ASSIGNMENT: An exact copy of all the data below is required.

Data records:
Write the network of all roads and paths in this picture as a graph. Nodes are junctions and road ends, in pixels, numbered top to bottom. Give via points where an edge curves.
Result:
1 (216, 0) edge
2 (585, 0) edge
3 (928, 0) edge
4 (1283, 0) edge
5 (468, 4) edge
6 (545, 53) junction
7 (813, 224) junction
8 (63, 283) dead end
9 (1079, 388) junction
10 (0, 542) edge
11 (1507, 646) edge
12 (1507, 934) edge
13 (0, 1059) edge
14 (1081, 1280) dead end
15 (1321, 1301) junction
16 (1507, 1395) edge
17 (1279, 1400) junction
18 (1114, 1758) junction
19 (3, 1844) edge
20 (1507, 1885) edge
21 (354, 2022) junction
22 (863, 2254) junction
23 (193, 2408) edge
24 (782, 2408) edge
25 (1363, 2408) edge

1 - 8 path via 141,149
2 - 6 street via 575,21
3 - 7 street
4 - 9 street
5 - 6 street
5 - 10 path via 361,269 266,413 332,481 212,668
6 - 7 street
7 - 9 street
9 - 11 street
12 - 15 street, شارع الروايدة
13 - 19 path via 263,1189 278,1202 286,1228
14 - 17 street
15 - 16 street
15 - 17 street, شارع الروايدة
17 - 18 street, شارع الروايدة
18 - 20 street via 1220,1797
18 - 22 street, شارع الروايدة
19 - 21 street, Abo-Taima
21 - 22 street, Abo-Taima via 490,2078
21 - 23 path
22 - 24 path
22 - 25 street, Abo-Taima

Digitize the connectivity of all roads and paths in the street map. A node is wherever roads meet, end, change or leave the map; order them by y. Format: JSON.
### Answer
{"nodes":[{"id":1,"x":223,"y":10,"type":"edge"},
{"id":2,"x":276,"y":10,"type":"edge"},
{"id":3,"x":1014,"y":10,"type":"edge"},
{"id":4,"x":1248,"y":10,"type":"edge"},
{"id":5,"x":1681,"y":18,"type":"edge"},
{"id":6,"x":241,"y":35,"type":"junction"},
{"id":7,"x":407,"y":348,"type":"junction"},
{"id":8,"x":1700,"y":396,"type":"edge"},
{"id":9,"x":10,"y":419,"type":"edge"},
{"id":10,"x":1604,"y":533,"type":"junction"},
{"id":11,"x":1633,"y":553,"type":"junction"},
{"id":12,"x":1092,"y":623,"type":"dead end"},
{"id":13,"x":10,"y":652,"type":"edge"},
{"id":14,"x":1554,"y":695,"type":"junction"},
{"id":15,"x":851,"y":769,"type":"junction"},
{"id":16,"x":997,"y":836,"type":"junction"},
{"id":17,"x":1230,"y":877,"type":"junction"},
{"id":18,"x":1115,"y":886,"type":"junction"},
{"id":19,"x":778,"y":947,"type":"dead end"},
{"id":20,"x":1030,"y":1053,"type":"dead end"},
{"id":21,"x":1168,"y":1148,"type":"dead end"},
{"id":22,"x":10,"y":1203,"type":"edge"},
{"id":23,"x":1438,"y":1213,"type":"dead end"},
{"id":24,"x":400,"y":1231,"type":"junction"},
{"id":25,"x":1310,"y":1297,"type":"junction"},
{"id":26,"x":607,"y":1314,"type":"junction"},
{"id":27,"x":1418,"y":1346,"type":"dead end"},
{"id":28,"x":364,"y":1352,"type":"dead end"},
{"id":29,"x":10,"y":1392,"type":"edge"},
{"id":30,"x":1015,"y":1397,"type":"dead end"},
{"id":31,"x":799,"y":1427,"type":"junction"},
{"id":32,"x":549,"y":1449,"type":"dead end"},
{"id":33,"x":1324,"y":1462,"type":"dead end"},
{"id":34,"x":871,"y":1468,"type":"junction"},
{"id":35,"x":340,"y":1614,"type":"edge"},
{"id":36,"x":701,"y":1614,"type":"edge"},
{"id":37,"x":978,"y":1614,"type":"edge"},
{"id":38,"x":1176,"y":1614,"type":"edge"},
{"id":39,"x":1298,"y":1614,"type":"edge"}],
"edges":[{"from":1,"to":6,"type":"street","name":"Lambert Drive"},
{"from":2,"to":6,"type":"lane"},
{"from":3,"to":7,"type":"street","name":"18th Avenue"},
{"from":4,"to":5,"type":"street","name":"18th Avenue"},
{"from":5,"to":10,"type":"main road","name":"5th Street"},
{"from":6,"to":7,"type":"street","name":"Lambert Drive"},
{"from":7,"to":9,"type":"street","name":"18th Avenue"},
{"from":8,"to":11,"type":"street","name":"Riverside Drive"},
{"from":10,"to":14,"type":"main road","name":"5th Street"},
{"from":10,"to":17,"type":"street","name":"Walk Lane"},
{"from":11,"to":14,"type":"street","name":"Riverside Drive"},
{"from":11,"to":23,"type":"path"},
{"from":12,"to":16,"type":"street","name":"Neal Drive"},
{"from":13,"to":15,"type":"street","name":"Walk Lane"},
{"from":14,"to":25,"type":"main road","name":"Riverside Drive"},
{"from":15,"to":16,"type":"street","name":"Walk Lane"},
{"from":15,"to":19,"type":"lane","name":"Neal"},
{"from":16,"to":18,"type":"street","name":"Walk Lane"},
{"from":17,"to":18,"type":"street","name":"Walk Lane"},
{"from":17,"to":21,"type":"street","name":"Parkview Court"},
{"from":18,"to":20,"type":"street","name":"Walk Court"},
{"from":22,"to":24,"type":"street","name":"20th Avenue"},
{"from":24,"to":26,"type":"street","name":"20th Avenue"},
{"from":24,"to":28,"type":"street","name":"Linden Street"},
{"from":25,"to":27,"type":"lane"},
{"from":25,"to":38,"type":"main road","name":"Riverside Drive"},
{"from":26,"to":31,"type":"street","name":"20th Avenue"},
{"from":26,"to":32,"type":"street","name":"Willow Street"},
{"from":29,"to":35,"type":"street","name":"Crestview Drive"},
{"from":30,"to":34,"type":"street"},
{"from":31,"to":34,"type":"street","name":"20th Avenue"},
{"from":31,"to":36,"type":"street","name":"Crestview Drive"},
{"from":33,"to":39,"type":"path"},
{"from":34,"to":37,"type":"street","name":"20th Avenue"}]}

ANSWER FOR THE TASK:
Write the network of all roads and paths in this picture as a graph. Nodes are junctions and road ends, in pixels, numbered top to bottom. Give via points where an edge curves.
Result:
1 (216, 0) edge
2 (585, 0) edge
3 (928, 0) edge
4 (1283, 0) edge
5 (468, 4) edge
6 (545, 53) junction
7 (813, 224) junction
8 (63, 283) dead end
9 (1079, 388) junction
10 (0, 542) edge
11 (1507, 646) edge
12 (1507, 934) edge
13 (0, 1059) edge
14 (1081, 1280) dead end
15 (1321, 1301) junction
16 (1507, 1395) edge
17 (1279, 1400) junction
18 (1114, 1758) junction
19 (3, 1844) edge
20 (1507, 1885) edge
21 (354, 2022) junction
22 (863, 2254) junction
23 (193, 2408) edge
24 (782, 2408) edge
25 (1363, 2408) edge

1 - 8 path via 141,149
2 - 6 street via 575,21
3 - 7 street
4 - 9 street
5 - 6 street
5 - 10 path via 361,269 266,413 332,481 212,668
6 - 7 street
7 - 9 street
9 - 11 street
12 - 15 street, شارع الروايدة
13 - 19 path via 263,1189 278,1202 286,1228
14 - 17 street
15 - 16 street
15 - 17 street, شارع الروايدة
17 - 18 street, شارع الروايدة
18 - 20 street via 1220,1797
18 - 22 street, شارع الروايدة
19 - 21 street, Abo-Taima
21 - 22 street, Abo-Taima via 490,2078
21 - 23 path
22 - 24 path
22 - 25 street, Abo-Taima

Digitize the connectivity of all roads and paths in the street map. A node is wherever roads meet, end, change or leave the map; order them by y. Format: JSON.
### Answer
{"nodes":[{"id":1,"x":223,"y":10,"type":"edge"},
{"id":2,"x":276,"y":10,"type":"edge"},
{"id":3,"x":1014,"y":10,"type":"edge"},
{"id":4,"x":1248,"y":10,"type":"edge"},
{"id":5,"x":1681,"y":18,"type":"edge"},
{"id":6,"x":241,"y":35,"type":"junction"},
{"id":7,"x":407,"y":348,"type":"junction"},
{"id":8,"x":1700,"y":396,"type":"edge"},
{"id":9,"x":10,"y":419,"type":"edge"},
{"id":10,"x":1604,"y":533,"type":"junction"},
{"id":11,"x":1633,"y":553,"type":"junction"},
{"id":12,"x":1092,"y":623,"type":"dead end"},
{"id":13,"x":10,"y":652,"type":"edge"},
{"id":14,"x":1554,"y":695,"type":"junction"},
{"id":15,"x":851,"y":769,"type":"junction"},
{"id":16,"x":997,"y":836,"type":"junction"},
{"id":17,"x":1230,"y":877,"type":"junction"},
{"id":18,"x":1115,"y":886,"type":"junction"},
{"id":19,"x":778,"y":947,"type":"dead end"},
{"id":20,"x":1030,"y":1053,"type":"dead end"},
{"id":21,"x":1168,"y":1148,"type":"dead end"},
{"id":22,"x":10,"y":1203,"type":"edge"},
{"id":23,"x":1438,"y":1213,"type":"dead end"},
{"id":24,"x":400,"y":1231,"type":"junction"},
{"id":25,"x":1310,"y":1297,"type":"junction"},
{"id":26,"x":607,"y":1314,"type":"junction"},
{"id":27,"x":1418,"y":1346,"type":"dead end"},
{"id":28,"x":364,"y":1352,"type":"dead end"},
{"id":29,"x":10,"y":1392,"type":"edge"},
{"id":30,"x":1015,"y":1397,"type":"dead end"},
{"id":31,"x":799,"y":1427,"type":"junction"},
{"id":32,"x":549,"y":1449,"type":"dead end"},
{"id":33,"x":1324,"y":1462,"type":"dead end"},
{"id":34,"x":871,"y":1468,"type":"junction"},
{"id":35,"x":340,"y":1614,"type":"edge"},
{"id":36,"x":701,"y":1614,"type":"edge"},
{"id":37,"x":978,"y":1614,"type":"edge"},
{"id":38,"x":1176,"y":1614,"type":"edge"},
{"id":39,"x":1298,"y":1614,"type":"edge"}],
"edges":[{"from":1,"to":6,"type":"street","name":"Lambert Drive"},
{"from":2,"to":6,"type":"lane"},
{"from":3,"to":7,"type":"street","name":"18th Avenue"},
{"from":4,"to":5,"type":"street","name":"18th Avenue"},
{"from":5,"to":10,"type":"main road","name":"5th Street"},
{"from":6,"to":7,"type":"street","name":"Lambert Drive"},
{"from":7,"to":9,"type":"street","name":"18th Avenue"},
{"from":8,"to":11,"type":"street","name":"Riverside Drive"},
{"from":10,"to":14,"type":"main road","name":"5th Street"},
{"from":10,"to":17,"type":"street","name":"Walk Lane"},
{"from":11,"to":14,"type":"street","name":"Riverside Drive"},
{"from":11,"to":23,"type":"path"},
{"from":12,"to":16,"type":"street","name":"Neal Drive"},
{"from":13,"to":15,"type":"street","name":"Walk Lane"},
{"from":14,"to":25,"type":"main road","name":"Riverside Drive"},
{"from":15,"to":16,"type":"street","name":"Walk Lane"},
{"from":15,"to":19,"type":"lane","name":"Neal"},
{"from":16,"to":18,"type":"street","name":"Walk Lane"},
{"from":17,"to":18,"type":"street","name":"Walk Lane"},
{"from":17,"to":21,"type":"street","name":"Parkview Court"},
{"from":18,"to":20,"type":"street","name":"Walk Court"},
{"from":22,"to":24,"type":"street","name":"20th Avenue"},
{"from":24,"to":26,"type":"street","name":"20th Avenue"},
{"from":24,"to":28,"type":"street","name":"Linden Street"},
{"from":25,"to":27,"type":"lane"},
{"from":25,"to":38,"type":"main road","name":"Riverside Drive"},
{"from":26,"to":31,"type":"street","name":"20th Avenue"},
{"from":26,"to":32,"type":"street","name":"Willow Street"},
{"from":29,"to":35,"type":"street","name":"Crestview Drive"},
{"from":30,"to":34,"type":"street"},
{"from":31,"to":34,"type":"street","name":"20th Avenue"},
{"from":31,"to":36,"type":"street","name":"Crestview Drive"},
{"from":33,"to":39,"type":"path"},
{"from":34,"to":37,"type":"street","name":"20th Avenue"}]}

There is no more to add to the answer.